[Opening Given data section]
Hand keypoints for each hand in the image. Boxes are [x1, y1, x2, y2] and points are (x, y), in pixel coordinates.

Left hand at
[Closing Given data section]
[Opening Given data section]
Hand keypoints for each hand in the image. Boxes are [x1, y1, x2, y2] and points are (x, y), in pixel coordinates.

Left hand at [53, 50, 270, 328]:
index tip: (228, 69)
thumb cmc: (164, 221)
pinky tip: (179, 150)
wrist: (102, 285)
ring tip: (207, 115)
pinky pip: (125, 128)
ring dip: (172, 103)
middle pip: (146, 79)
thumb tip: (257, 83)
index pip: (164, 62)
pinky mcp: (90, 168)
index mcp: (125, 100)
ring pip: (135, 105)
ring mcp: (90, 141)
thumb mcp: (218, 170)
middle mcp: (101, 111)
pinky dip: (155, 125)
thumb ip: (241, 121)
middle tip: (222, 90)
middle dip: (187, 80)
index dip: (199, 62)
[Closing Given data section]
How many lines in the records include "index"? Answer with the number alone.

4